(Saved entries)
=== Begin Enclosure ===

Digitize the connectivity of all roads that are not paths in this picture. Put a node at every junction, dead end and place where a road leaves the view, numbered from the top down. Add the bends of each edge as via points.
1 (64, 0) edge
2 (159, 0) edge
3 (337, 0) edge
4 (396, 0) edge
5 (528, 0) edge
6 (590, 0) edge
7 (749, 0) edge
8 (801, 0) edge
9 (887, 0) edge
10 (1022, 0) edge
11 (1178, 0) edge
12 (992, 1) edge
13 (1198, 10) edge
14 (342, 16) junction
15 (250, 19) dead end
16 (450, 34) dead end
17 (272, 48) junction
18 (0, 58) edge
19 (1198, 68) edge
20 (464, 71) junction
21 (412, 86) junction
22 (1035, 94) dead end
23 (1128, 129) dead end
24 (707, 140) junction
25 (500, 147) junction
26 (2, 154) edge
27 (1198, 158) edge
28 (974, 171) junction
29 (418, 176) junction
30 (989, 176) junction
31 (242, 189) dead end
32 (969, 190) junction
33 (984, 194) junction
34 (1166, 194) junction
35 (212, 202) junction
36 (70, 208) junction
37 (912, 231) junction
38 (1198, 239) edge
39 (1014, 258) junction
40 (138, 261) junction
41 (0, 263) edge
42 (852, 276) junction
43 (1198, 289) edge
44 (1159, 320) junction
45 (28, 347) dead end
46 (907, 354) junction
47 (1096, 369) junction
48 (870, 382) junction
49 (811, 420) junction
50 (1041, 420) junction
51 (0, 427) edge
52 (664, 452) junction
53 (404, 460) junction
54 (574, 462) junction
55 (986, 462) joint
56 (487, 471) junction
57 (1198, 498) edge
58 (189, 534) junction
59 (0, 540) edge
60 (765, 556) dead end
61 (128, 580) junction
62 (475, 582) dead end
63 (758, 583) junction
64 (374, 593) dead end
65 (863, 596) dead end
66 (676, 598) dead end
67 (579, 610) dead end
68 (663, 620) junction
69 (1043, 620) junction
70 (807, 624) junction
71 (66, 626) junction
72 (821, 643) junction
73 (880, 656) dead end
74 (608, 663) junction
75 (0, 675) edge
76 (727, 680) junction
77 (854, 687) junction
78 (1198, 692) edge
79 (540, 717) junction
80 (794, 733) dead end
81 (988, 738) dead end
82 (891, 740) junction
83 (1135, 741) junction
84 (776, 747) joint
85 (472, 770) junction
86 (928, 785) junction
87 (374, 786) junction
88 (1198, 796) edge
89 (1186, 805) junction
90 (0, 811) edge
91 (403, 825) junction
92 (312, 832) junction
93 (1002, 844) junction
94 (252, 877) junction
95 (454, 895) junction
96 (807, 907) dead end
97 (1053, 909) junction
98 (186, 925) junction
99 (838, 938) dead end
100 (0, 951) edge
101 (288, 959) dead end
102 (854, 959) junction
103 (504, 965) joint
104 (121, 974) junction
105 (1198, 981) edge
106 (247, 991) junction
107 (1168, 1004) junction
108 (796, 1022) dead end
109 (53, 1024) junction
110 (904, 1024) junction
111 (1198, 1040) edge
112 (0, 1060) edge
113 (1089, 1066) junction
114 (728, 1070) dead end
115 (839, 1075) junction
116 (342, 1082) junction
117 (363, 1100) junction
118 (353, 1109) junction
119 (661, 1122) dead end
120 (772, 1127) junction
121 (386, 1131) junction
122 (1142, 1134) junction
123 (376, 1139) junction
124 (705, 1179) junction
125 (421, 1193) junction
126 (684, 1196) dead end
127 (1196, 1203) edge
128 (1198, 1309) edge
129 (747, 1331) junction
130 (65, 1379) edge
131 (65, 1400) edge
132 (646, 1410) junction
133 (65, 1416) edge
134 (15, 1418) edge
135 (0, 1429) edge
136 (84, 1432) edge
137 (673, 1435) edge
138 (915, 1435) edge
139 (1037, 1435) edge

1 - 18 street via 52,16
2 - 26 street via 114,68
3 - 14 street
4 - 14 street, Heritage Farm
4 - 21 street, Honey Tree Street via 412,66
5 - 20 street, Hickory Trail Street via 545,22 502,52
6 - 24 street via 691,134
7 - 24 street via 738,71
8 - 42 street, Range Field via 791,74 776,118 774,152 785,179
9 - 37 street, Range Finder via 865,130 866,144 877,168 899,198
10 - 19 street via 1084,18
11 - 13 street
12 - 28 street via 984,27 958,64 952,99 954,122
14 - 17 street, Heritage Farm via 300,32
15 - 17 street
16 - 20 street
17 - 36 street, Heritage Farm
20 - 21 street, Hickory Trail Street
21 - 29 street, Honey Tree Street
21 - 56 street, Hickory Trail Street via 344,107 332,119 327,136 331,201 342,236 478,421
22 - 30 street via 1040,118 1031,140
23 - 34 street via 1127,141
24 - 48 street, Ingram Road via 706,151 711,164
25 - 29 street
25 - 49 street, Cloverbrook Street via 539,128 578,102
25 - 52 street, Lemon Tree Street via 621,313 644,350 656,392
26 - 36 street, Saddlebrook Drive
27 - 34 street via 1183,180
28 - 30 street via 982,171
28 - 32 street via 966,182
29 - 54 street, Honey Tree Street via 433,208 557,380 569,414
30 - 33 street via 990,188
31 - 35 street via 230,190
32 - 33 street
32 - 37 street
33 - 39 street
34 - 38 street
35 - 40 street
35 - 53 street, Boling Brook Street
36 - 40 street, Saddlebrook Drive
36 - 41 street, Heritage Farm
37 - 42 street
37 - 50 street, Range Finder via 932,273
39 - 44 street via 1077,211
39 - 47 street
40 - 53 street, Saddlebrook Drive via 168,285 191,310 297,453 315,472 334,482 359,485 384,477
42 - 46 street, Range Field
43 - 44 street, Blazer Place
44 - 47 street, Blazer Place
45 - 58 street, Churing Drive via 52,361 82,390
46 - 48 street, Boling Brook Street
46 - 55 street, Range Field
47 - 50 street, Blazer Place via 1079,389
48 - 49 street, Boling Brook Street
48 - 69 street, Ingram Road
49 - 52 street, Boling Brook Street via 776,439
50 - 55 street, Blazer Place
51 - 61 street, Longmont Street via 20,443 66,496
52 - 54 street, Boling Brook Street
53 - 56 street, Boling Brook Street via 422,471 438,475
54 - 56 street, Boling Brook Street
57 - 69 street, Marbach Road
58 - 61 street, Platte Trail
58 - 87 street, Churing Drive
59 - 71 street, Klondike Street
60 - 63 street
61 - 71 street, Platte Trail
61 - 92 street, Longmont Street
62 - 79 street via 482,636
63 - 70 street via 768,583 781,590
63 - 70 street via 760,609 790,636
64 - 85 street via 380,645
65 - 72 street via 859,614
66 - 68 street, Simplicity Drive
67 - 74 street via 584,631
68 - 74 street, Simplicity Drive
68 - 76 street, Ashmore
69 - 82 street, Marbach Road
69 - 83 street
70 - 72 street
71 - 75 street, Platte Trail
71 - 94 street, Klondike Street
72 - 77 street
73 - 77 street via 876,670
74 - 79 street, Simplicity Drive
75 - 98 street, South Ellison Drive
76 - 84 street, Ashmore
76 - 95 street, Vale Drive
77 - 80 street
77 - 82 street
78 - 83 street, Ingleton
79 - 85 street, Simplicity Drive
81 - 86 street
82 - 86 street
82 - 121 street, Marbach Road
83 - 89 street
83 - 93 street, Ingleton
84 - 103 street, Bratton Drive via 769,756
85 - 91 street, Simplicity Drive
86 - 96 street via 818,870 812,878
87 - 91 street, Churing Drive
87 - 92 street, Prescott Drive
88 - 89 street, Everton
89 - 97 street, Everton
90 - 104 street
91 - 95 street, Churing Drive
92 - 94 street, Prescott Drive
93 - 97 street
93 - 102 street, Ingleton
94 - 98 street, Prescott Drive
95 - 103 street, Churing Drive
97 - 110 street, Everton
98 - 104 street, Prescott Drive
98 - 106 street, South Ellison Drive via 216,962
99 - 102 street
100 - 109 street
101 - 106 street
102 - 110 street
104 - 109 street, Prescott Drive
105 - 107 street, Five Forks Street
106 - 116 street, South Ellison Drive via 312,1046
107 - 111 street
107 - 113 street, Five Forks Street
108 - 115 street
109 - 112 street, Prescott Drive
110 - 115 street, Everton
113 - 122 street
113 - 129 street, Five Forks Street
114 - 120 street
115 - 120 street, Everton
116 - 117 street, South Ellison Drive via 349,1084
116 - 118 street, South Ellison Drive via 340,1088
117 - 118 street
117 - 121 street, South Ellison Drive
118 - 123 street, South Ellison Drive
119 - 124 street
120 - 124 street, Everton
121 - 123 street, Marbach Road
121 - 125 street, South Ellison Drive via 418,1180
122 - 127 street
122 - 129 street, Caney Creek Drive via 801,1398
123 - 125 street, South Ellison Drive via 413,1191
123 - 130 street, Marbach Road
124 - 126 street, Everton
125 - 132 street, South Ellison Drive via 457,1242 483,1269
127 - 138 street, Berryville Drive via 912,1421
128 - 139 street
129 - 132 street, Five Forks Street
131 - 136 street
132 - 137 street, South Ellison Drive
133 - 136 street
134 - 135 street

=== End Enclosure ===

_WHAT IS BEING ASKED:_ Give only the number of lines in the records that include the word "Five".

_SOLUTION FOR THIS EXERCISE:_ 4